Each line of the data should be repeated precisely.

Stored items
»»

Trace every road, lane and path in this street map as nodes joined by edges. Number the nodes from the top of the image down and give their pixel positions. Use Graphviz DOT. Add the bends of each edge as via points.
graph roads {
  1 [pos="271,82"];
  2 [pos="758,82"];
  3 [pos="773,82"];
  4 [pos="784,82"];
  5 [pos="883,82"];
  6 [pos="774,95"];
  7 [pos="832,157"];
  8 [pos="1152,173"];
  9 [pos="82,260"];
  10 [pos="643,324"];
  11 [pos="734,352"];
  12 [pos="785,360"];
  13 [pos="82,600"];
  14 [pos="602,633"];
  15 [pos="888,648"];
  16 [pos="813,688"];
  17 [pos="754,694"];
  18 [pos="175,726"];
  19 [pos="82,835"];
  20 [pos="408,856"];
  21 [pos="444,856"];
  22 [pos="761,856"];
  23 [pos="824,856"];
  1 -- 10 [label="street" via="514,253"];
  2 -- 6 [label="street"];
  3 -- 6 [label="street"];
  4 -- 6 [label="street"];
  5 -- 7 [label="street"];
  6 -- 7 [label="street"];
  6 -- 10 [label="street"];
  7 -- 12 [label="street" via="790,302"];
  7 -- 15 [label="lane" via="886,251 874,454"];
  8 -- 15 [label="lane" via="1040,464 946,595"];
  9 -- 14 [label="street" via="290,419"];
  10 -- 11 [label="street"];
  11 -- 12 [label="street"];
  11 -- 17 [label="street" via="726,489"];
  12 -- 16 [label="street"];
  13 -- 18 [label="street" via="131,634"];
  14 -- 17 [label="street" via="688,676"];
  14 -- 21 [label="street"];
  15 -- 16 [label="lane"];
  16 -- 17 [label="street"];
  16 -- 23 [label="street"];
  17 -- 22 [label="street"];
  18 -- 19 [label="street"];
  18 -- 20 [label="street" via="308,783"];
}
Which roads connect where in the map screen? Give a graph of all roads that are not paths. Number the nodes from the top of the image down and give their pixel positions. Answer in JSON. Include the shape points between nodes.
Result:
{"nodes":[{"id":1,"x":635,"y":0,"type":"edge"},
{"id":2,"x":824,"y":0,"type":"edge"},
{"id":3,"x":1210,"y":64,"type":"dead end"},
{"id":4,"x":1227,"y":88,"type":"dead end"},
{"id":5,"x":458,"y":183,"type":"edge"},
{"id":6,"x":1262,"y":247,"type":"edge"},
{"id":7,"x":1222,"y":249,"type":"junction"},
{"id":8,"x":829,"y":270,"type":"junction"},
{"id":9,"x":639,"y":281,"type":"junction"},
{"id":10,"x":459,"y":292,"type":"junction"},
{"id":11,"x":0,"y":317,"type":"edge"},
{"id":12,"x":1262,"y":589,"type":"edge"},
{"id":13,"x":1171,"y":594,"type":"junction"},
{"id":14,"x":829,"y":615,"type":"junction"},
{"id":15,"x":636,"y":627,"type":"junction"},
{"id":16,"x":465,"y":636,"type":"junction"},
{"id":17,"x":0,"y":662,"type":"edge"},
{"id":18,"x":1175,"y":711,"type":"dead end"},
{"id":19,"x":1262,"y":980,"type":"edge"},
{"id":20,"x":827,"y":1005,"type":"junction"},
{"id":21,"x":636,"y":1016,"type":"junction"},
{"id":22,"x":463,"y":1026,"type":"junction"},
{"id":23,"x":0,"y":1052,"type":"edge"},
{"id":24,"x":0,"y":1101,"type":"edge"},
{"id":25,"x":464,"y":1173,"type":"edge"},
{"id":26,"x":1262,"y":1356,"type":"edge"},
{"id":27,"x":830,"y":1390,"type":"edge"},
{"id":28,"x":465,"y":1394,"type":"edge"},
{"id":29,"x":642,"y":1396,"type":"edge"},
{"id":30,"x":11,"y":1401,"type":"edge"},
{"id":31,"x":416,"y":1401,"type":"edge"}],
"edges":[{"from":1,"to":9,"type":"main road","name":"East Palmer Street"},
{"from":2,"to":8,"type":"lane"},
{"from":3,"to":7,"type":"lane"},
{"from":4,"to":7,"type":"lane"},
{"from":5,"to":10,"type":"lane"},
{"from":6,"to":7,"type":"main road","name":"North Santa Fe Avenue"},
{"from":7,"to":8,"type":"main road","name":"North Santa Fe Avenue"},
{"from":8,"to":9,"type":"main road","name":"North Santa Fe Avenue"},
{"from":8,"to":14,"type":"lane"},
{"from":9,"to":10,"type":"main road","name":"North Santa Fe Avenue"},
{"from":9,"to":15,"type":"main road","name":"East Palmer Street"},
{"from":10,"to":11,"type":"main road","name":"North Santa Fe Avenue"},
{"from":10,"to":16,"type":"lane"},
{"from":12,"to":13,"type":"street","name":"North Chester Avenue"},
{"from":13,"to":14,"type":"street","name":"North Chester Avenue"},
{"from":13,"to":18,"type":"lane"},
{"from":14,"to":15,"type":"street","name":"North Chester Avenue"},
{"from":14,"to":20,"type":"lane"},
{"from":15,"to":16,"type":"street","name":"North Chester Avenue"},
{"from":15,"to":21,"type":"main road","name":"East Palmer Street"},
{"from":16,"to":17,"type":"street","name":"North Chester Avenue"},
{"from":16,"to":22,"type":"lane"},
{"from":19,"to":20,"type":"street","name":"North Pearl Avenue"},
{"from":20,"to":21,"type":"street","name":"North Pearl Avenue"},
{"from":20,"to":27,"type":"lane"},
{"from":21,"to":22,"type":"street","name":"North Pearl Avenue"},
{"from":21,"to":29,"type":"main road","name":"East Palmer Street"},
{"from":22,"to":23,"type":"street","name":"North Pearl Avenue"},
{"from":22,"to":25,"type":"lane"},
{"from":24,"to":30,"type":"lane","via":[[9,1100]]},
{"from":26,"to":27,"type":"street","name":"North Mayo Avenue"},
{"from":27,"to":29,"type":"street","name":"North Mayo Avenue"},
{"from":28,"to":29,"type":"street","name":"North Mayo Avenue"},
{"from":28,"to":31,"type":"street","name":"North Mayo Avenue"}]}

««

The answer
Trace every road, lane and path in this street map as nodes joined by edges. Number the nodes from the top of the image down and give their pixel positions. Use Graphviz DOT. Add the bends of each edge as via points.
graph roads {
  1 [pos="271,82"];
  2 [pos="758,82"];
  3 [pos="773,82"];
  4 [pos="784,82"];
  5 [pos="883,82"];
  6 [pos="774,95"];
  7 [pos="832,157"];
  8 [pos="1152,173"];
  9 [pos="82,260"];
  10 [pos="643,324"];
  11 [pos="734,352"];
  12 [pos="785,360"];
  13 [pos="82,600"];
  14 [pos="602,633"];
  15 [pos="888,648"];
  16 [pos="813,688"];
  17 [pos="754,694"];
  18 [pos="175,726"];
  19 [pos="82,835"];
  20 [pos="408,856"];
  21 [pos="444,856"];
  22 [pos="761,856"];
  23 [pos="824,856"];
  1 -- 10 [label="street" via="514,253"];
  2 -- 6 [label="street"];
  3 -- 6 [label="street"];
  4 -- 6 [label="street"];
  5 -- 7 [label="street"];
  6 -- 7 [label="street"];
  6 -- 10 [label="street"];
  7 -- 12 [label="street" via="790,302"];
  7 -- 15 [label="lane" via="886,251 874,454"];
  8 -- 15 [label="lane" via="1040,464 946,595"];
  9 -- 14 [label="street" via="290,419"];
  10 -- 11 [label="street"];
  11 -- 12 [label="street"];
  11 -- 17 [label="street" via="726,489"];
  12 -- 16 [label="street"];
  13 -- 18 [label="street" via="131,634"];
  14 -- 17 [label="street" via="688,676"];
  14 -- 21 [label="street"];
  15 -- 16 [label="lane"];
  16 -- 17 [label="street"];
  16 -- 23 [label="street"];
  17 -- 22 [label="street"];
  18 -- 19 [label="street"];
  18 -- 20 [label="street" via="308,783"];
}
Which roads connect where in the map screen? Give a graph of all roads that are not paths. Number the nodes from the top of the image down and give their pixel positions. Answer in JSON. Include the shape points between nodes.
Result:
{"nodes":[{"id":1,"x":635,"y":0,"type":"edge"},
{"id":2,"x":824,"y":0,"type":"edge"},
{"id":3,"x":1210,"y":64,"type":"dead end"},
{"id":4,"x":1227,"y":88,"type":"dead end"},
{"id":5,"x":458,"y":183,"type":"edge"},
{"id":6,"x":1262,"y":247,"type":"edge"},
{"id":7,"x":1222,"y":249,"type":"junction"},
{"id":8,"x":829,"y":270,"type":"junction"},
{"id":9,"x":639,"y":281,"type":"junction"},
{"id":10,"x":459,"y":292,"type":"junction"},
{"id":11,"x":0,"y":317,"type":"edge"},
{"id":12,"x":1262,"y":589,"type":"edge"},
{"id":13,"x":1171,"y":594,"type":"junction"},
{"id":14,"x":829,"y":615,"type":"junction"},
{"id":15,"x":636,"y":627,"type":"junction"},
{"id":16,"x":465,"y":636,"type":"junction"},
{"id":17,"x":0,"y":662,"type":"edge"},
{"id":18,"x":1175,"y":711,"type":"dead end"},
{"id":19,"x":1262,"y":980,"type":"edge"},
{"id":20,"x":827,"y":1005,"type":"junction"},
{"id":21,"x":636,"y":1016,"type":"junction"},
{"id":22,"x":463,"y":1026,"type":"junction"},
{"id":23,"x":0,"y":1052,"type":"edge"},
{"id":24,"x":0,"y":1101,"type":"edge"},
{"id":25,"x":464,"y":1173,"type":"edge"},
{"id":26,"x":1262,"y":1356,"type":"edge"},
{"id":27,"x":830,"y":1390,"type":"edge"},
{"id":28,"x":465,"y":1394,"type":"edge"},
{"id":29,"x":642,"y":1396,"type":"edge"},
{"id":30,"x":11,"y":1401,"type":"edge"},
{"id":31,"x":416,"y":1401,"type":"edge"}],
"edges":[{"from":1,"to":9,"type":"main road","name":"East Palmer Street"},
{"from":2,"to":8,"type":"lane"},
{"from":3,"to":7,"type":"lane"},
{"from":4,"to":7,"type":"lane"},
{"from":5,"to":10,"type":"lane"},
{"from":6,"to":7,"type":"main road","name":"North Santa Fe Avenue"},
{"from":7,"to":8,"type":"main road","name":"North Santa Fe Avenue"},
{"from":8,"to":9,"type":"main road","name":"North Santa Fe Avenue"},
{"from":8,"to":14,"type":"lane"},
{"from":9,"to":10,"type":"main road","name":"North Santa Fe Avenue"},
{"from":9,"to":15,"type":"main road","name":"East Palmer Street"},
{"from":10,"to":11,"type":"main road","name":"North Santa Fe Avenue"},
{"from":10,"to":16,"type":"lane"},
{"from":12,"to":13,"type":"street","name":"North Chester Avenue"},
{"from":13,"to":14,"type":"street","name":"North Chester Avenue"},
{"from":13,"to":18,"type":"lane"},
{"from":14,"to":15,"type":"street","name":"North Chester Avenue"},
{"from":14,"to":20,"type":"lane"},
{"from":15,"to":16,"type":"street","name":"North Chester Avenue"},
{"from":15,"to":21,"type":"main road","name":"East Palmer Street"},
{"from":16,"to":17,"type":"street","name":"North Chester Avenue"},
{"from":16,"to":22,"type":"lane"},
{"from":19,"to":20,"type":"street","name":"North Pearl Avenue"},
{"from":20,"to":21,"type":"street","name":"North Pearl Avenue"},
{"from":20,"to":27,"type":"lane"},
{"from":21,"to":22,"type":"street","name":"North Pearl Avenue"},
{"from":21,"to":29,"type":"main road","name":"East Palmer Street"},
{"from":22,"to":23,"type":"street","name":"North Pearl Avenue"},
{"from":22,"to":25,"type":"lane"},
{"from":24,"to":30,"type":"lane","via":[[9,1100]]},
{"from":26,"to":27,"type":"street","name":"North Mayo Avenue"},
{"from":27,"to":29,"type":"street","name":"North Mayo Avenue"},
{"from":28,"to":29,"type":"street","name":"North Mayo Avenue"},
{"from":28,"to":31,"type":"street","name":"North Mayo Avenue"}]}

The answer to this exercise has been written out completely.